Le chorégraphe cite l’amour et l’espoir comme forces permettant de traverser une vie en s’y épanouissant : je me rends compte ces derniers temps que la danse en a pour moi été une grande également. La question du sens de la vie, comme but ou direction, est chassée par un port de bras et s’évanouit dans le plié, l’effort absorbant tout doute pour n’être plus que muscle, souffle, pensée en mouvement. Avec le recul, je me rends compte que les périodes intenses en danse ont aussi été celles de plus grande stabilité mentale et émotionnelle. Hélas, ce qui vaut pour la pratique est moins évident en tant que spectateur. Ces derniers temps, rédaction de mon projet danse oblige, je me pose pas mal de questions sur le pourquoi, la finalité du mouvement et la raison de ma présence dans la salle. Là, clairement, cela ne fonctionne pas. Palpatine, dont c’était le tour de pester à la sortie de la salle, a catalogué ça comme du mauvais Preljocaj. Je n’y avais pas pensé : les extraits de Philip Glass et les costumes m’ont ramenée à Shoot the moon, de Paul Lightfoot et Sol León. Les angoisses existentielles de Stephan Thoss se sont trouvées éclairées par intermittences de la lumière lunaire de cette très belle pièce, si bien que je ne puis dire n’y avoir trouvé aucun intérêt, même si je m’y suis un peu ennuyée.

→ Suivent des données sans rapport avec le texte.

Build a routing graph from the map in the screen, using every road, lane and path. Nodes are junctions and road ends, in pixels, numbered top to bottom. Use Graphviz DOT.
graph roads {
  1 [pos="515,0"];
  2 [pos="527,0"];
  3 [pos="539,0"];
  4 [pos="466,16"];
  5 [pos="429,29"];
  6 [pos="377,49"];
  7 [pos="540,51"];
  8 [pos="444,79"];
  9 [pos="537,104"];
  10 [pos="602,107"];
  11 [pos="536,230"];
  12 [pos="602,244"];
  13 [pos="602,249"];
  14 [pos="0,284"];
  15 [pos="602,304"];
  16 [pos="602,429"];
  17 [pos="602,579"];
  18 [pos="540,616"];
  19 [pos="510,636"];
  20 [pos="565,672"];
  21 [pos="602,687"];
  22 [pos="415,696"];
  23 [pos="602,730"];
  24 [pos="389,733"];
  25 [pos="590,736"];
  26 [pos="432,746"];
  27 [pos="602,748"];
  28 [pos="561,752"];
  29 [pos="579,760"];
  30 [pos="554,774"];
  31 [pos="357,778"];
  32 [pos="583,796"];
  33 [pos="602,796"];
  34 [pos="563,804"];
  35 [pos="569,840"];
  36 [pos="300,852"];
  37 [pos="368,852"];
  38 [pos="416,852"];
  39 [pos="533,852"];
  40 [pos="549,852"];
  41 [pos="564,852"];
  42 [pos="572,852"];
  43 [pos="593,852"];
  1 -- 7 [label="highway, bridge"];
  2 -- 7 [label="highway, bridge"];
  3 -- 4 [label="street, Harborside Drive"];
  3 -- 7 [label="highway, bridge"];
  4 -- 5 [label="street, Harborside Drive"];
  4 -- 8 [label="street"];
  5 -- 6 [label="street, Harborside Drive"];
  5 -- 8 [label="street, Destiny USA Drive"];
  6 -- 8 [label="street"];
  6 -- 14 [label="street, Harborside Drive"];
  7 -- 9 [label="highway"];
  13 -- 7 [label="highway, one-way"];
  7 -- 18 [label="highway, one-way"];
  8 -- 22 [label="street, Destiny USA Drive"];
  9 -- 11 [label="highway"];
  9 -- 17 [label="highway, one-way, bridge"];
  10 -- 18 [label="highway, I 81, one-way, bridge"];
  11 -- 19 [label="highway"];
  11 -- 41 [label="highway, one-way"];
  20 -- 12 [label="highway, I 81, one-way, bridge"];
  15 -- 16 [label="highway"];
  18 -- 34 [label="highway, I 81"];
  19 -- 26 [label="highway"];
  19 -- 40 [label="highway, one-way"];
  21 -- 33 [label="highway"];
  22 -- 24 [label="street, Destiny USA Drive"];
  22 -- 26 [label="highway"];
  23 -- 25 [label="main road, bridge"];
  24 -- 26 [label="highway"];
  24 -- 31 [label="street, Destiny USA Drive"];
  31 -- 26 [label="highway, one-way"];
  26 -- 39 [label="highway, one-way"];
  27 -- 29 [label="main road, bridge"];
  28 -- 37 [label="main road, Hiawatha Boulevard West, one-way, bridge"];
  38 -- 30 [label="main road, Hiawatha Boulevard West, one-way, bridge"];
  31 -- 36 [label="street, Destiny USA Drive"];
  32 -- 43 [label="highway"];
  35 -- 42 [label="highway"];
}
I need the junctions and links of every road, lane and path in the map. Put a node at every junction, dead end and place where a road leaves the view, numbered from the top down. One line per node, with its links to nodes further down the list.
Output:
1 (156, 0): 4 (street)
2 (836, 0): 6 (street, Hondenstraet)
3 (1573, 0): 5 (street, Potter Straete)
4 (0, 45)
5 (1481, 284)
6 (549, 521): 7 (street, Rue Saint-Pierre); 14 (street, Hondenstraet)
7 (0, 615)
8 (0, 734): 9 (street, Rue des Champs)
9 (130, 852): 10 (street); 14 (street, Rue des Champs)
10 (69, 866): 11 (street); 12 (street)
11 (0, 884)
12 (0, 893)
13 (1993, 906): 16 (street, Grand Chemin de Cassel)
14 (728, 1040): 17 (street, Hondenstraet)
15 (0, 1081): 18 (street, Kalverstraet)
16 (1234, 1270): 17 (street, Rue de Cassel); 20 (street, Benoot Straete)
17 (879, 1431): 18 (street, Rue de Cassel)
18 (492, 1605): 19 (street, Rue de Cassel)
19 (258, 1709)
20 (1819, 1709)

Tout y était : la mort en costume noir, des ombres elles aussi noires, et la jeune fille, démultipliée en jeunes filles, en couples multiples, pour tous les âges, tous les lieux, toute la vie. Des valises pour le grand voyage qui s’assemblent en mur, dead end, et des chambranles de portes sans portes, simples seuils que l’on franchit sans savoir où l’on va. On danse de même : sans savoir où l’on va. Par moments, brièvement : beauté : identification éclair : c’est extrêmement poignant. Mais bientôt de nouveau le geste se perd et le mouvement incessant (frénétique même, à prendre ainsi la musique de vitesse) nous expulse de cette vie qui s’agite sous notre nez. On ne perçoit plus grand-chose ; on se voit soi comme spectateur, comme un dieu indifférent à sa création, dont il s’est déjà lassé. Tout s’est déjà passé ; la vie a reflué, on la voit à distance, et on s’applique, on s’ennuie à mourir, sans qu’il y ait plus lieu d’être triste ou ému.

Ça traverse, la scène, la vie  nous trop rarement. Par moments, brièvement, beauté que l’on soutient, comme notre attention, comme cette table qui reçoit les corps d’un couple où chacun se cherche contre l’autre  un passage très beau (l’un des rares à ralentir un peu, d’ailleurs), parce que c’est au-delà de s’aimer, avoir envie que l’autre déguste à sa place, le cuisiner salement, c’est vivre ensemble, avec soi surtout, dans l’espace fait durée, dans une robe orange-ocre-couleur de terre, de quotidien, de persévérance lasse, courage prosaïque, parce qu’il faut bien, qu’on le veut bien : je suis tombée en fascination pour Jacqueline Lopez, pour son visage farouche à force d’être tranquille. Le reste, doucement, s’est estompé. Ne reste plus, comme dans un halo de lumière, que la main qu’une autre jeune fille approche au ralenti de celle de la mort qui ne bouge pas, ne prend rien sinon le temps, le temps qu’on vienne à elle, que le désir se fraye à travers la crainte, et que l’on finisse par s’y réfugier comme une enfant en fin de soirée dans les bras de son père, qui la porte déjà endormie jusqu’à son lit. (Une autre encore attend, assise sur sa valise pleine de vie, jupe à fleurs et cardigan vert, le genre de fille à quoi rien ne résiste quand elle rêve.)